Appellant argues that the court erred in sustaining the demurrer to the answer, for the reason that he was an accommodation maker, which fact may be shown by parol; that he was bound only as a surety, and that the extension of time to the principal released appellant as such surety. Baldwin v. Daly, 41 Wash. 416, 83 Pac. 724, and Spencer v. Alki Point *630Transportation Co., 53 Wash. 77, 101 Pac. 509, are relied upon to sustain this contention. The latter case is not in point; for, aside from the fact that it appeared that the indorser was a surety in fact and entitled to the protection afforded sureties, it is settled by an almost unbroken line of authority that a corporation may plead ultra vires as a defense to a contract of suretyship, when sued by one who has knowledge of the original relation of the parties. Ogden, Negotiable Instruments, § 124. Aside from this consideration, it is generally held that §§29 and 64 of the negotiable instruments law (Laws 1899, p. 351, ch. 149) are inapplicable to corporations. Crawford, Annotated Negotiable Instruments Law (3d ed.), p. 46, and cases there cited.
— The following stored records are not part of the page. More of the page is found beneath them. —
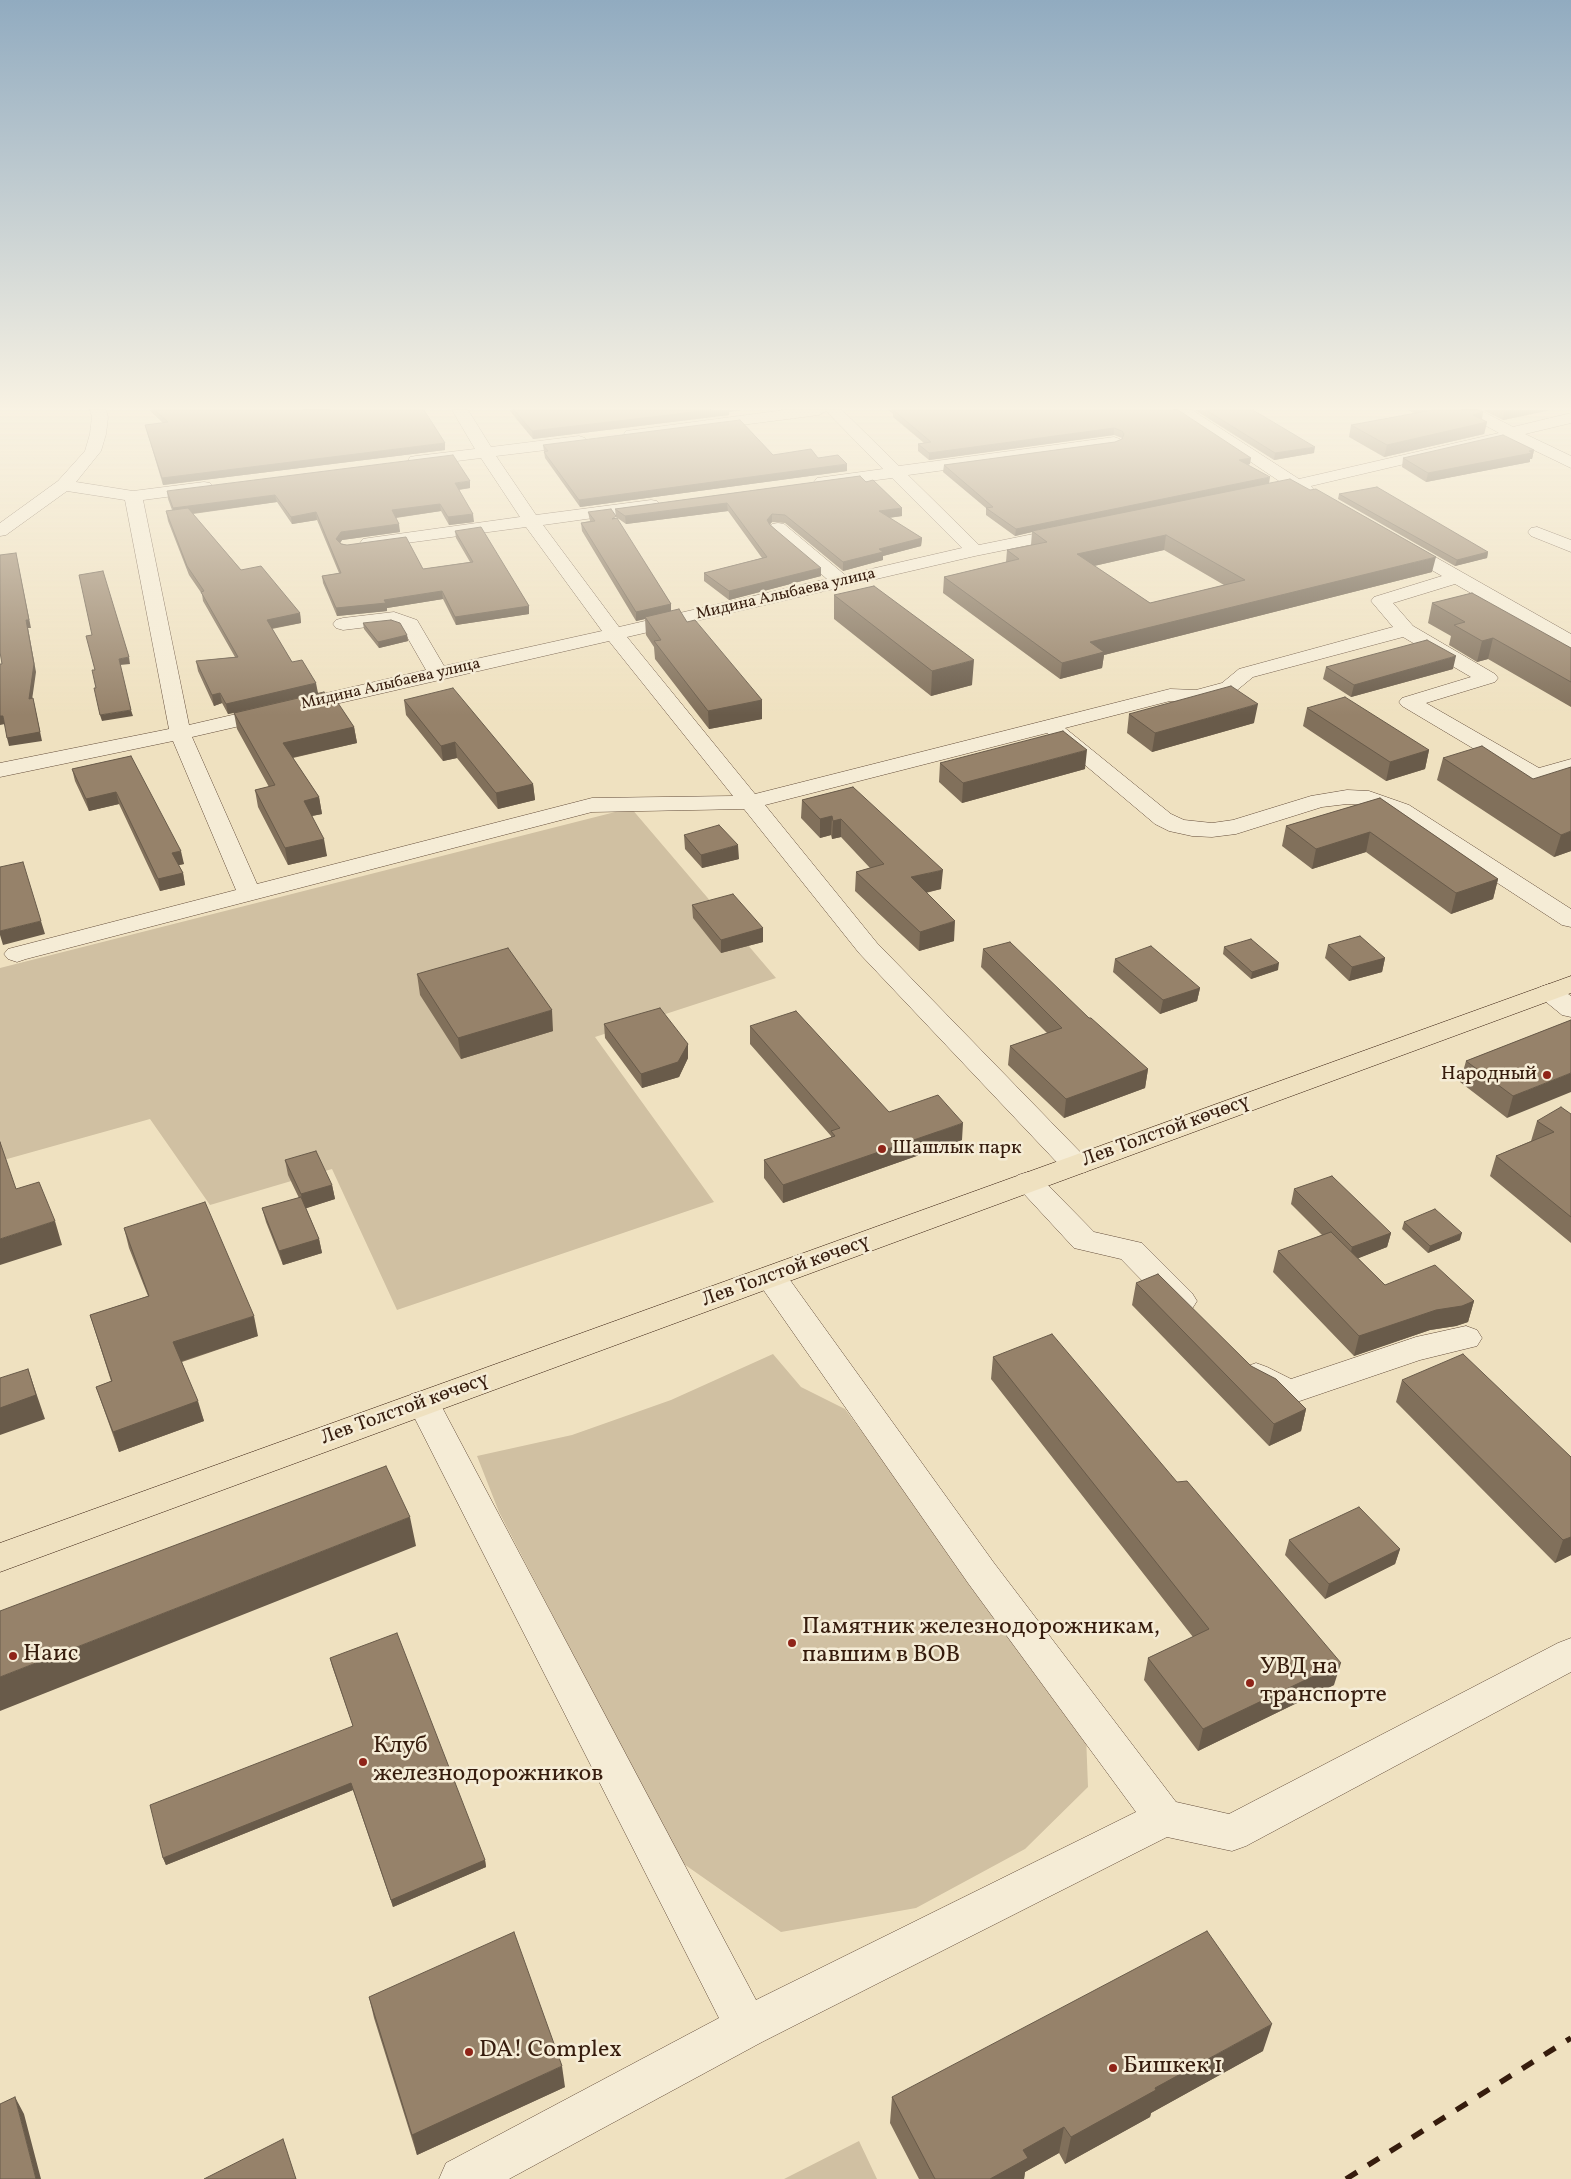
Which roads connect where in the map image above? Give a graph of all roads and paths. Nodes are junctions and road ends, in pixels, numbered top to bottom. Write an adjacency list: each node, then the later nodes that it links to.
1 (27, 512): 9 (street)
2 (136, 512): 23 (street)
3 (525, 512): 6 (street)
4 (599, 512): 6 (street)
5 (936, 512): 14 (street)
6 (531, 521): 12 (street); 19 (street)
7 (778, 528): 16 (street)
8 (1082, 529): 14 (street, Мидина Алыбаева улица)
9 (0, 531)
10 (1537, 532): 13 (street)
11 (1390, 538): 15 (street)
12 (348, 546)
13 (1571, 547)
14 (975, 551): 16 (street, Мидина Алыбаева улица)
15 (1458, 577): 18 (street); 20 (street)
16 (842, 582): 19 (street, Мидина Алыбаева улица)
17 (343, 624): 21 (street)
18 (1406, 630): 22 (street); 24 (street)
19 (615, 635): 21 (street, Мидина Алыбаева улица); 26 (street)
20 (1571, 642)
21 (439, 674): 23 (street, Мидина Алыбаева улица)
22 (1048, 726): 26 (street); 28 (street)
23 (180, 732): 25 (street, Мидина Алыбаева улица); 27 (street)
24 (1571, 766)
25 (0, 770)
26 (751, 802): 27 (street); 31 (street)
27 (249, 893): 29 (street)
28 (1571, 920)
29 (17, 954)
30 (1564, 995): 31 (main road, Лев Толстой көчөсү)
31 (1076, 1165): 32 (main road, Лев Толстой көчөсү)
32 (1028, 1182): 33 (main road, Лев Толстой көчөсү); 34 (street)
33 (771, 1278): 37 (main road, Лев Толстой көчөсү); 40 (street)
34 (1198, 1318)
35 (1466, 1338): 36 (street)
36 (1239, 1358)
37 (423, 1404): 38 (main road, Лев Толстой көчөсү); 41 (street)
38 (0, 1558)
39 (1571, 1654): 40 (street)
40 (1164, 1818): 41 (street)
41 (747, 2027): 42 (street)
42 (462, 2179)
In Baldwin v. Daly, the court said:

“The ruling of the trial court, to the effect that it is incompetent for one of two or more makers of a joint and several promissory note to show by parol that he is in fact only a surety, and that he was known to be such by the payee named in the note when the note was taken, is contrary to the ruling of this court in Culbertson v. Wilcox, 11 Wash. 522, 39 Pac. 954, and Bank of British Columbia v. Jeffs, 15 Wash. 230, 46 Pac. 247.”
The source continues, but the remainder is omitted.